If a line in the records contains the string "edges", show that line.

########################################

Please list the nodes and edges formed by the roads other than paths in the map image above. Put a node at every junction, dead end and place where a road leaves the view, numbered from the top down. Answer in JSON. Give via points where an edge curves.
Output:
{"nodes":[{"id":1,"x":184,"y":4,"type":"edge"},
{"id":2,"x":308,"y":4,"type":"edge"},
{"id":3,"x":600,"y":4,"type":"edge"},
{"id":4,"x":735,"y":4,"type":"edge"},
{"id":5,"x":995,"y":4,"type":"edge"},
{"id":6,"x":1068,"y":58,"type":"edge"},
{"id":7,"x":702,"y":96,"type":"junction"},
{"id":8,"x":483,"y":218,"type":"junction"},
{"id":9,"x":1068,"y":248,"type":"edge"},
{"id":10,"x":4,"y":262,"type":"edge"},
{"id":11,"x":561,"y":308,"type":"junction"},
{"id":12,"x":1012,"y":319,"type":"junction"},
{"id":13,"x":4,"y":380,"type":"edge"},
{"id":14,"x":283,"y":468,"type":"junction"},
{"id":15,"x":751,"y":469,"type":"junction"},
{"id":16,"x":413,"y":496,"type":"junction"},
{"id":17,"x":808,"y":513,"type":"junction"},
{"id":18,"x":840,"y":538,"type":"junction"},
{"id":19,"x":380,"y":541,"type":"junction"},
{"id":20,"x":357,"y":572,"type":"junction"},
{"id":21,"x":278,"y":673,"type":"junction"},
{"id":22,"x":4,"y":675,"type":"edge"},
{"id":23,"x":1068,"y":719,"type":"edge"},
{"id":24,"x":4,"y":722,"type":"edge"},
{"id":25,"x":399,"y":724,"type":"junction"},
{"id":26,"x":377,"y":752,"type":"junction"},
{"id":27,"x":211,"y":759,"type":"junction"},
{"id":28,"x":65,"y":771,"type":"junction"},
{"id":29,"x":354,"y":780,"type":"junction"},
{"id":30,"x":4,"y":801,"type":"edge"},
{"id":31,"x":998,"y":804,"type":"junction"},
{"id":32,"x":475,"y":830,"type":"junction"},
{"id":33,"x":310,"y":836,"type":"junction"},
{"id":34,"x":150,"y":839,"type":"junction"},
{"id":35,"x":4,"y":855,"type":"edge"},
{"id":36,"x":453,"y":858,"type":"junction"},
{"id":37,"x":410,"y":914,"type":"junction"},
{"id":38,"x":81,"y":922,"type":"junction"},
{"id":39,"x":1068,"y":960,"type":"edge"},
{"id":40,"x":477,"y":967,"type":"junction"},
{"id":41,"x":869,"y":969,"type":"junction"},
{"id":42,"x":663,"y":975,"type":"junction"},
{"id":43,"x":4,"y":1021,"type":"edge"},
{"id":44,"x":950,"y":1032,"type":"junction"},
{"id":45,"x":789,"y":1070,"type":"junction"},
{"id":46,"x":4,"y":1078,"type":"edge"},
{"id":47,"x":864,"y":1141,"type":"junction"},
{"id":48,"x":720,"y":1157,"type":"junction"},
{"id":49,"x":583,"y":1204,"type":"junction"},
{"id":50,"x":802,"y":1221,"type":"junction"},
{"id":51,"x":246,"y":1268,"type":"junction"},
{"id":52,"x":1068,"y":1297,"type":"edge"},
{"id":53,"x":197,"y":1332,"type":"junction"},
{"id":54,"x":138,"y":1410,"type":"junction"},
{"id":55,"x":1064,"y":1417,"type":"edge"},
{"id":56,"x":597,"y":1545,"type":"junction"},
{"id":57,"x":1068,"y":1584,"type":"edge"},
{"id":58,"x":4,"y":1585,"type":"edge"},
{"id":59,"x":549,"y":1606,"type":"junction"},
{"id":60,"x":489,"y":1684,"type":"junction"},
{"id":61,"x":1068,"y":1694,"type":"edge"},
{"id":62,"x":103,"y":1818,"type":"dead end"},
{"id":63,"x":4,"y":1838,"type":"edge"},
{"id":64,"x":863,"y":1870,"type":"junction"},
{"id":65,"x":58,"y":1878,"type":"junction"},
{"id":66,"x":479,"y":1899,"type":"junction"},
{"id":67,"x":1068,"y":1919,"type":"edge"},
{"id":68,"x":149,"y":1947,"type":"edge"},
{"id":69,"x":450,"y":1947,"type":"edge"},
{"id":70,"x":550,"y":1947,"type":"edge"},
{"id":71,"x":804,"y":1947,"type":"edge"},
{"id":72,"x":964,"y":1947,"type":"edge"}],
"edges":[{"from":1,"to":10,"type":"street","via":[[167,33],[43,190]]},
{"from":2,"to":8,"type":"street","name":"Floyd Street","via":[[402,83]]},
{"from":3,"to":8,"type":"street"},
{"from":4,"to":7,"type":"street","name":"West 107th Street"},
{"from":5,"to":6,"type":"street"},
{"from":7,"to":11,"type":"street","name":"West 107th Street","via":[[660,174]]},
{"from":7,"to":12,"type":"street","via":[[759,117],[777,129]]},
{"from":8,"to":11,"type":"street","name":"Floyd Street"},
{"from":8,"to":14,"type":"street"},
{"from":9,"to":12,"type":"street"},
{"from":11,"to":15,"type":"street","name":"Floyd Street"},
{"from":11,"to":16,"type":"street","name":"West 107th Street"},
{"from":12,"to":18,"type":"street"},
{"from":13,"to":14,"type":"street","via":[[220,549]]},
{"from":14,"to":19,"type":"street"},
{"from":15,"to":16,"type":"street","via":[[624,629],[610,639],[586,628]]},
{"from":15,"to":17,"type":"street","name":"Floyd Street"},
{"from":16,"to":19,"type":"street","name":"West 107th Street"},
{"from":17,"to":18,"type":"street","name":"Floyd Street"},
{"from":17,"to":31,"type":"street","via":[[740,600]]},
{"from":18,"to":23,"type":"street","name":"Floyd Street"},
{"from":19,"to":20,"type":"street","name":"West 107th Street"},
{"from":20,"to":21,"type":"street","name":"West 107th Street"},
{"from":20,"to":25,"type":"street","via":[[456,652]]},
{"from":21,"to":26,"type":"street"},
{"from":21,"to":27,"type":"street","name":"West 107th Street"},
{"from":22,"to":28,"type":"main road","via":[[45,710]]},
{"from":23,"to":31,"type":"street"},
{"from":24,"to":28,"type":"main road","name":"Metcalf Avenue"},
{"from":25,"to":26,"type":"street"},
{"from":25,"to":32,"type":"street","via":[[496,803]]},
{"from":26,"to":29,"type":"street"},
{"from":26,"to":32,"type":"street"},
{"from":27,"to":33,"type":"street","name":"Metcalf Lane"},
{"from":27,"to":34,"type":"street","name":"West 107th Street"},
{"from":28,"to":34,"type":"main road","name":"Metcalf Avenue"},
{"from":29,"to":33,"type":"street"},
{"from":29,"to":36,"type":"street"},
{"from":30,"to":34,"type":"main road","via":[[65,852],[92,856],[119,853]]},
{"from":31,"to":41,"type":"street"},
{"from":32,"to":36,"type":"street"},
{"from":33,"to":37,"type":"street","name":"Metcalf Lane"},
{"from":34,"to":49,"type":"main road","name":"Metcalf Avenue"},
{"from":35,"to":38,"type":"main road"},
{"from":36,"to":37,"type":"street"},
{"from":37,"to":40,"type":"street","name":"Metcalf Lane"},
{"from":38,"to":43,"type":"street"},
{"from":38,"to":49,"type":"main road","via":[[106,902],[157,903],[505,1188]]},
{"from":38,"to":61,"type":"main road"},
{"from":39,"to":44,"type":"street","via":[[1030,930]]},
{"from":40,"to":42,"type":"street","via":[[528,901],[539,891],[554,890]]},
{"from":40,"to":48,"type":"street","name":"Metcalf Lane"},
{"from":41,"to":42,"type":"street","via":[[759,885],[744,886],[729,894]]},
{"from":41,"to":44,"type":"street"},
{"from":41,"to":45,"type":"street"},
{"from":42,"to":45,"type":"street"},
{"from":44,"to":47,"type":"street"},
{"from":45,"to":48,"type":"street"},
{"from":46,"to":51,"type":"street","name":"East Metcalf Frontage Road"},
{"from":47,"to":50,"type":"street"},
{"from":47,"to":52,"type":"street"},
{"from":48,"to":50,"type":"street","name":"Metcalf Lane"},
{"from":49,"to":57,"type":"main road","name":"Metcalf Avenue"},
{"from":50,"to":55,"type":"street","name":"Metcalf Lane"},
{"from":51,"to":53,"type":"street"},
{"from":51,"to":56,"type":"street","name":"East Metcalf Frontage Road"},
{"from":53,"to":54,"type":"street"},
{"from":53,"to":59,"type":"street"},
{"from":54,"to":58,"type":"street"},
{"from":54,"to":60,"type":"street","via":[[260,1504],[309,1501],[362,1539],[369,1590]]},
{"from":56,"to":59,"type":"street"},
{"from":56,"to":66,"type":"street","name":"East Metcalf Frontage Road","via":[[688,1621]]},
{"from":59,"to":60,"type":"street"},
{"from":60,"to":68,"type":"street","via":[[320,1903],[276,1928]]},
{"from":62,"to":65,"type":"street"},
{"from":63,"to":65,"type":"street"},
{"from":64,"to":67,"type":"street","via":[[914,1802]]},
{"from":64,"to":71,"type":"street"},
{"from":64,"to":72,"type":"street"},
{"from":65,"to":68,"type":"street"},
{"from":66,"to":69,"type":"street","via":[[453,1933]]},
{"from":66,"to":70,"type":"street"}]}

########################################

• RESPONSE TO THE EXERCISE:
Please list the nodes and edges formed by the roads other than paths in the map image above. Put a node at every junction, dead end and place where a road leaves the view, numbered from the top down. Answer in JSON. Give via points where an edge curves.
"edges":[{"from":1,"to":10,"type":"street","via":[[167,33],[43,190]]},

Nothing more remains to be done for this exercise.